Docker containers carry identity as labels such as ployz.config-hash and ployz.parent-container-id. System services compare rendered unit identity.

How NATS acts as the control-plane substrate: streams, KV buckets, leases, distributed locks, and the commitments that prevent split-brain and hidden state changes.

How deploy truth is modeled, how the apply flow commits facts at points of no return, and how the gateway and DNS rebuild from durable routing state.

When evaluating a proposed change to Ployz architecture, ask these questions:

Does this create a new primitive or hide a procedure behind policy?

Section titled “Does this create a new primitive or hide a procedure behind policy?”

Ployz primitives are explicit commands with visible preconditions and bounded effects. If a feature encodes decisions into the cluster so that they happen without the operator choosing them, it is adding policy, not a primitive. Prefer the primitive.

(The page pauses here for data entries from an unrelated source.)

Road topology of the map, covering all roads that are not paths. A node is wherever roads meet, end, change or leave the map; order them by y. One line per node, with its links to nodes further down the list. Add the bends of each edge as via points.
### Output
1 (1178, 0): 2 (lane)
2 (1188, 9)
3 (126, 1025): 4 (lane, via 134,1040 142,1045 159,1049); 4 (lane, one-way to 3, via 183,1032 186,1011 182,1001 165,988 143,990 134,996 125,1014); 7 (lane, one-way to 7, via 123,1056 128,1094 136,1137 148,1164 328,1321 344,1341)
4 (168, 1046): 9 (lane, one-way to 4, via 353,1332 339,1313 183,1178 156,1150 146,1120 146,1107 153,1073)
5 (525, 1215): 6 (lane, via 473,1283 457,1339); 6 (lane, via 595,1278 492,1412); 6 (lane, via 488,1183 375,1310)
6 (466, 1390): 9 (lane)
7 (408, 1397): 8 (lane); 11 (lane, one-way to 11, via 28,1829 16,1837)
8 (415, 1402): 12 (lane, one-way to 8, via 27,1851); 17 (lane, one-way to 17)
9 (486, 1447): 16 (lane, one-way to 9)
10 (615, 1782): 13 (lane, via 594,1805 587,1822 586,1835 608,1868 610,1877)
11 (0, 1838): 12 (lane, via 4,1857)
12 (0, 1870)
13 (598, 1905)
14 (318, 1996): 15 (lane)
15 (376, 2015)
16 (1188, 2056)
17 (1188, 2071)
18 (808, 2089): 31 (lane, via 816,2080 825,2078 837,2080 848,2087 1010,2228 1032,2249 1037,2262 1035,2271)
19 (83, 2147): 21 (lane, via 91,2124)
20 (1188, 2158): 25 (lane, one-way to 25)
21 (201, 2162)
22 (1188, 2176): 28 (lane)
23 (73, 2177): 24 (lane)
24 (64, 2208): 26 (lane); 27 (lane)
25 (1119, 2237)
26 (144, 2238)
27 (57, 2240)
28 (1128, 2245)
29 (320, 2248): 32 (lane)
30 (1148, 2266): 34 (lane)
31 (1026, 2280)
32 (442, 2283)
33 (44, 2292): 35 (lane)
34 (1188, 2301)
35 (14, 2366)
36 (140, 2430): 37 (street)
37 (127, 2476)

Can the operation fail before mutation when preconditions are missing?

Section titled “Can the operation fail before mutation when preconditions are missing?”

A well-formed operation inspects intent and live preconditions first, builds a plan, and fails cleanly before touching anything if preconditions are not met. An operation that starts mutating before validating creates partial-state problems that are harder to recover from than a clean upfront failure.

Does durable state record intent and lifecycle facts rather than inferred liveness?

Section titled “Does durable state record intent and lifecycle facts rather than inferred liveness?”

Stored state should represent what an operator asked for and what explicitly happened. Health, reachability, and freshness are observed live at decision time. Storing inferred liveness as cluster truth leads to stale state serving silently — the worst failure class.

Can a human or agent verify the result without knowing hidden background behavior?

Section titled “Can a human or agent verify the result without knowing hidden background behavior?”

The system should be fully legible from its observable state. A verifiable result means the operator (or any automation) can confirm the outcome by reading durable facts, not by knowing that a reconciler will eventually make it true. If verification requires waiting for background convergence, the primitive is not done.

Does daemon restart leave the data plane serving last good state?

Section titled “Does daemon restart leave the data plane serving last good state?”

ployzd is disposable. Any design that causes a daemon restart to interrupt WireGuard, NATS, the gateway, DNS, or running workloads has broken the separation between control plane and data plane. The daemon adopts; it does not own the data plane’s lifecycle.

Does the design keep local, self-hosted, cloud, and future agent surfaces on one model?

Section titled “Does the design keep local, self-hosted, cloud, and future agent surfaces on one model?”

A developer running ployzctl dev on a Mac and a fleet operator running production share the same primitives. There is no dev-mode shortcut and no cloud-only mechanism. If a feature requires a separate model for one of these surfaces, the primitive needs to be strengthened, not forked.